Dried sea salt aerosol is commonly represented in aerosol-optics models by ideal cubical particles, while samples reveal that marine aerosol particles frequently display distorted cubical shapes, and they can have more or less rounded edges. In this study three types of non-ideal cuboidal model geometries are investigated, namely, convex polyhedra, Gaussian random cubes, and superellipsoids. Optical calculations were performed at a wavelength of 532 nm using the discrete dipole approximation and the T-matrix method. The main focus is on optical properties relevant to lidar remote sensing, namely, the linear depolarization ratio in the backscattering direction, and the extinction-to-backscatter or lidar ratio.
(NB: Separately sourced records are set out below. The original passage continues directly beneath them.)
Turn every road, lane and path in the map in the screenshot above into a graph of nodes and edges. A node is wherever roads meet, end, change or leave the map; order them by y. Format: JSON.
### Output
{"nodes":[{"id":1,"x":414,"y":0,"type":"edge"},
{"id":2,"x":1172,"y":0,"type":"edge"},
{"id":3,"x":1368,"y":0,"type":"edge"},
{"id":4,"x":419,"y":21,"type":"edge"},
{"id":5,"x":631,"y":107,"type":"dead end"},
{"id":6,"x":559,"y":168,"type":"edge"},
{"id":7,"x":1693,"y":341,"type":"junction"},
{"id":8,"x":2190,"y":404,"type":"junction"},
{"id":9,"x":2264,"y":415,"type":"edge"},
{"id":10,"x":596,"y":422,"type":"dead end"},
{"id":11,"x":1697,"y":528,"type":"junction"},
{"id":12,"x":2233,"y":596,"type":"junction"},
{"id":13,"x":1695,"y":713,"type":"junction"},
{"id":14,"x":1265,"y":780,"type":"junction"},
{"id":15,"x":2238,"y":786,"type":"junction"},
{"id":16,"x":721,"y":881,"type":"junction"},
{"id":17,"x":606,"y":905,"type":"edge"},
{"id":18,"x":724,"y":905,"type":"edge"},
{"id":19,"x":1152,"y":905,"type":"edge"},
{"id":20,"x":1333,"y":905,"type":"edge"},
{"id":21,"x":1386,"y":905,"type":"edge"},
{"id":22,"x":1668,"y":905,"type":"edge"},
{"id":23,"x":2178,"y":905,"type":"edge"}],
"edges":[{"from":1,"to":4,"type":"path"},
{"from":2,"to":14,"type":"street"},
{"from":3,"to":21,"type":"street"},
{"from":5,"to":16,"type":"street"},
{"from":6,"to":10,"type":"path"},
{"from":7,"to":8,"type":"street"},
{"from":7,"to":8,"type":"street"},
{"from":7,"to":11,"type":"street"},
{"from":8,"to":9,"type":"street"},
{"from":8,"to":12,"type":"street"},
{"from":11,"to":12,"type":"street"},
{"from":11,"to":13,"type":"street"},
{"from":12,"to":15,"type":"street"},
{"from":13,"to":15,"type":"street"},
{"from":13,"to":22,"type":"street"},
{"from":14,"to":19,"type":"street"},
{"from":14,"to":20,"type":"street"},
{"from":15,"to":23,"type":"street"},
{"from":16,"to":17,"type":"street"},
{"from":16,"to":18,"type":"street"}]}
Gaussian random distortions tend to increase the depolarization ratio in relation to that of perfect cubes, while superellipsoids mimicking cubes with rounded edges generally decrease the depolarization ratio. Convex polyhedra can describe randomly distorted cubes. Their computed depolarisation ratios display random fluctuations about those computed for ideal cubes. The results suggest that Gaussian random cubes and superellipsoids are most consistent with the observations if the geometries deviate only mildly from that of an ideal cube. Gaussian random cubes that strongly diverge from cubical shape pose a risk of overestimating both depolarization and extinction-to-backscatter ratio. Superellipsoids that approach octahedral shape yield unrealistically high depolarization ratios. Investigation of size-averaged optical properties of superellipsoids demonstrate that the presence of absorbing material in marine aerosols can have a dramatic effect on the lidar ratio, and its effect on the depolarization ratio can be of comparable magnitude as that caused by rounding of edges.